Lun 18 Febbraio 2019 — 02:05

Barclays: su Cina prevale cautela



Il Global Macro Daily. L’attenzione si sposta ora sulla Fed: “Poche indicazioni da minute, ma posti di lavoro sopra le attese potrebbero dettare il ritmo della normalizzazione”

Inizia a stabilizzarsi il sentiment sulla Cina, anche se prevale la cautela, con il mercato azionario cinese ancora nervoso. Lo scrivono gli economisti di Barclays nella nota Global Macro Daily. L’indice Shanghai Composite, ricorda infatti la banca britannica, ha visto una seduta in altalena. L’indice ha chiuso in calo dello 0,3%.

Barclays elenca le ragioni che hanno contribuito a placare le vendite: “Il fixing quotidiano dell’USD/CNY da parte della PBoC a 6,5169 (chiusura precedente: 6,5335) si è collocato nella parte inferiore delle aspettative del mercato – si legge nela nota -. Allo stesso tempo, la People’s Bank of China ha iniettato 120 miliardi di yuan attraverso pronti contro termine a 7 giorni, la maggiore iniezione da settembre. Inoltre, la CSRC (China Securities Regulatory Commission), ha alleviato le preoccupazioni dicendo che sta studiando modi per controllare il ritmo di vendite di azioni” quando scadranno la settimana prossima le limitazioni alle vendite per gli investitori istituzionali.

Infine, “i media suggeriscono che fondi controllati dallo stato abbiano acquistato azioni (Bloomberg). Tuttavia, la cautela prevale, con i mercati azionari cinesi che rimangono nervosi”.
La banca mantiene la sua previsione di un cambio USD/CNY a 6,80 entro la metà del 2016.

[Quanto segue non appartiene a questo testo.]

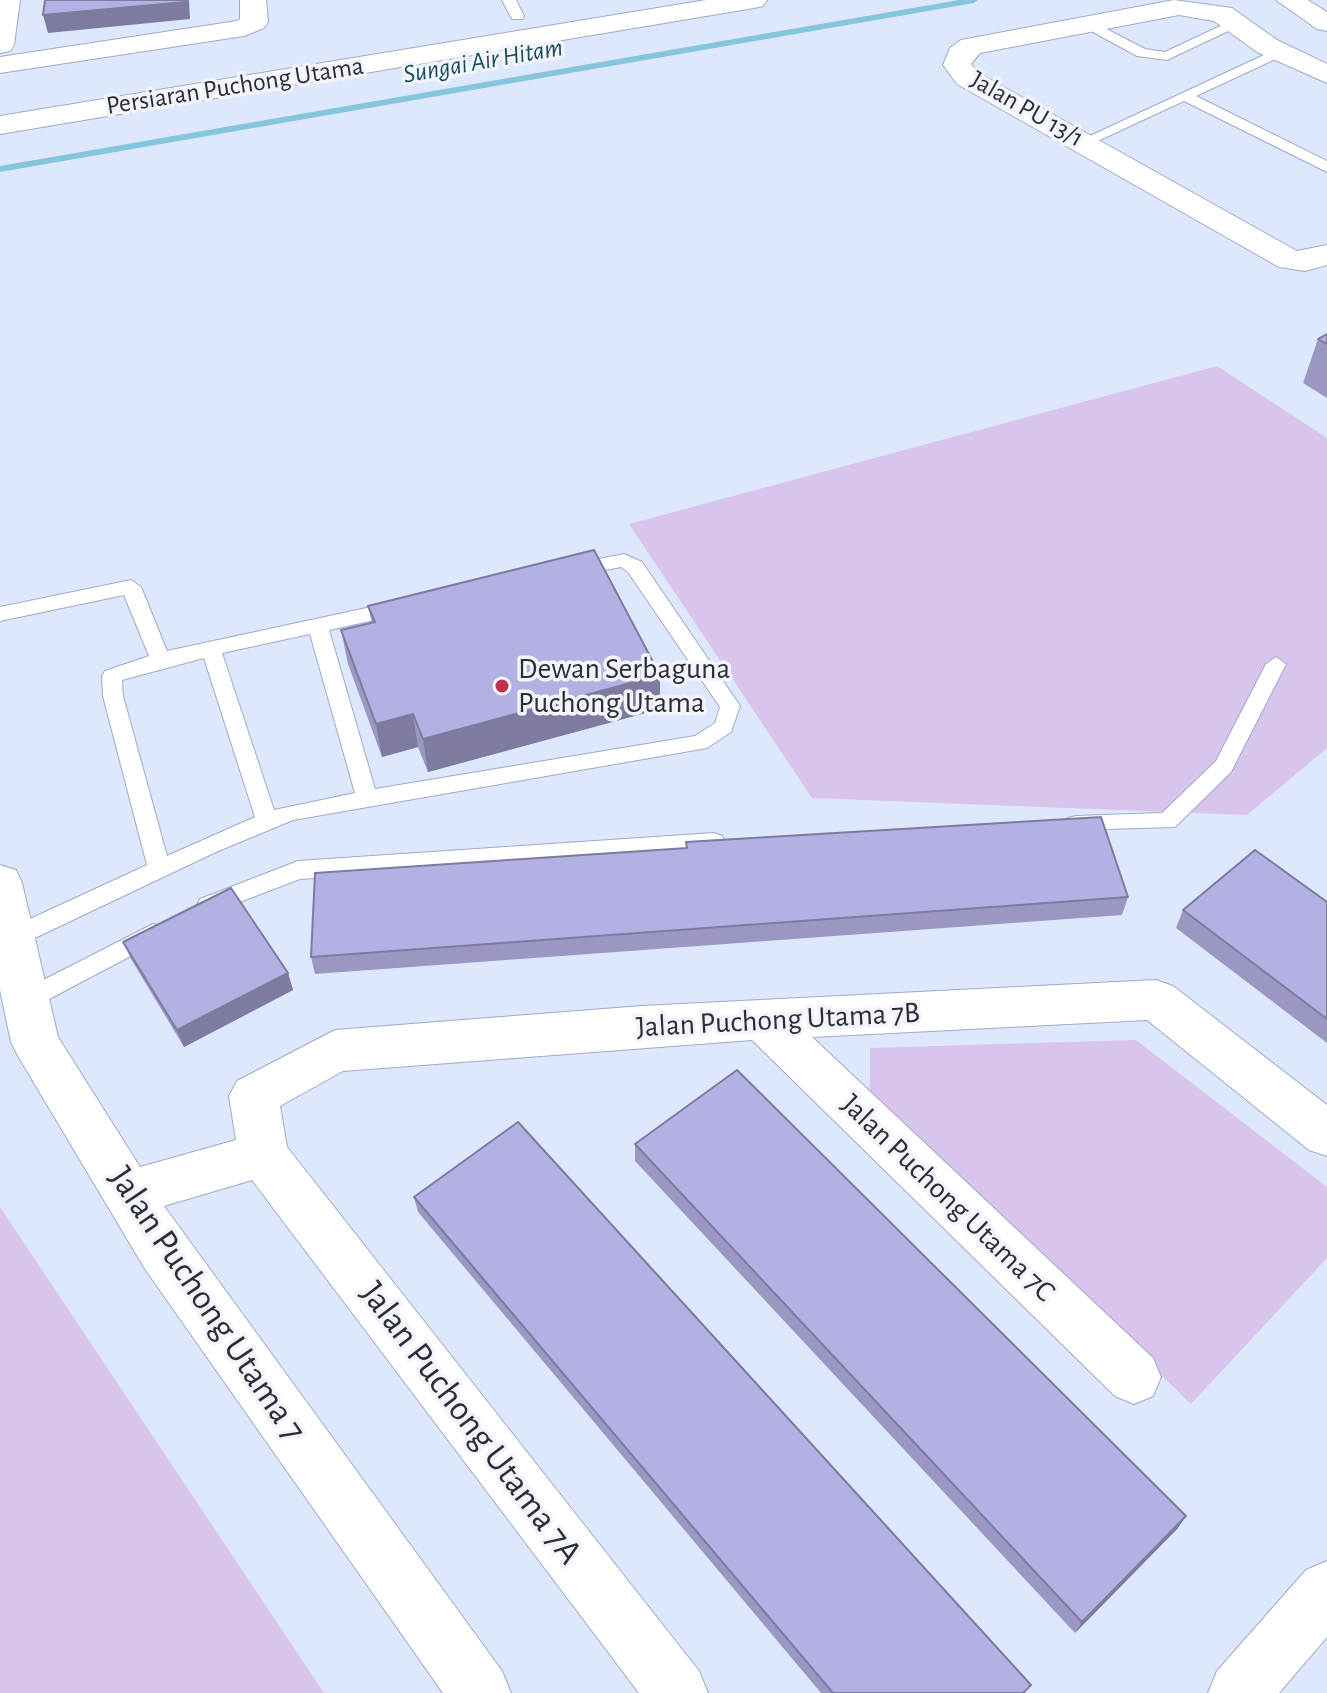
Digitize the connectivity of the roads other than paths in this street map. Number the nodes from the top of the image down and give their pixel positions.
1 (7, 0) edge
2 (616, 0) edge
3 (754, 0) edge
4 (1289, 0) edge
5 (513, 8) edge
6 (254, 11) edge
7 (1327, 23) edge
8 (1089, 24) junction
9 (1236, 24) junction
10 (0, 45) edge
11 (1312, 61) edge
12 (0, 65) edge
13 (1185, 96) junction
14 (0, 102) edge
15 (0, 125) edge
16 (1084, 142) junction
17 (1327, 167) edge
18 (1327, 255) edge
19 (548, 576) edge
20 (425, 603) edge
21 (0, 614) edge
22 (318, 626) junction
23 (211, 649) junction
24 (160, 660) junction
25 (1276, 664) dead end
26 (368, 801) junction
27 (267, 821) junction
28 (1049, 825) edge
29 (736, 841) edge
30 (159, 869) junction
31 (0, 883) edge
32 (6, 941) edge
33 (26, 1000) junction
34 (762, 1020) junction
35 (1327, 1134) edge
36 (263, 1155) junction
37 (129, 1193) junction
38 (1134, 1377) dead end
39 (1327, 1591) edge
40 (480, 1693) edge
41 (677, 1693) edge
42 (1239, 1693) edge

1 - 10 street
2 - 5 street, Persiaran Puchong Utama
3 - 15 street, Persiaran Puchong Utama
4 - 7 street
5 - 14 street, Persiaran Puchong Utama
6 - 12 street
8 - 9 street, Jalan PU 13/1
8 - 9 lane
8 - 16 street, Jalan PU 13/1
9 - 11 street, Jalan PU 13/1
11 - 13 lane
13 - 16 lane
13 - 17 lane
16 - 18 street, Jalan PU 13/1
19 - 26 lane
20 - 22 lane
21 - 24 lane
22 - 23 lane
22 - 26 lane
23 - 24 lane
23 - 27 lane
24 - 30 lane
25 - 28 lane
26 - 27 lane
27 - 30 lane
29 - 33 lane
30 - 32 lane
31 - 32 street, Jalan Puchong Utama 7
32 - 33 street, Jalan Puchong Utama 7
33 - 37 street, Jalan Puchong Utama 7
34 - 35 street, Jalan Puchong Utama 7B
34 - 36 street, Jalan Puchong Utama 7B
34 - 38 street, Jalan Puchong Utama 7C
36 - 37 street
36 - 41 street, Jalan Puchong Utama 7A
37 - 40 street, Jalan Puchong Utama 7
39 - 42 street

Nel Macro Daily Barclays ricorda che la fiducia globale delle imprese manifatturiere “è rimasta in sordina nel mese di dicembre”. La lettura finale dell’indicatore Barclays “è leggermente migliorato a -0,54 nel mese di dicembre da -0,56 di novembre. Il rialzo marginale è stato aiutato da una fiducia delle imprese solida nella zona euro”, mentre anche in Giappone “mantiene il suo slancio”. Tuttavia, “la fiducia del manifatturiero negli Stati Uniti e in Cina continuato a oscillare in prossimità dei minimi multi-mese”.

Il focus si sposta ora sui verbali della Fed, in pubblicazione mercoledì, da cui Barclays non si attende indicazioni rilevanti, mentre i non farm payrolls in uscita venerdì potrebbero invece “impostare il ritmo del ciclo di normalizzazione”. Il rapporto sul lavoro Usa “rischia di battere le aspettative (Barclays: 225k; consensus: 200k), supportando un continuo inasprimento della Fed. Pertanto, riteniamo che la Fed potrà comodamente effettuare un altro aumento di 25bp nel 1° semestre, seguito da ulteriori 50bp nel secondo semestre, e che il dollaro sovraperformerà”.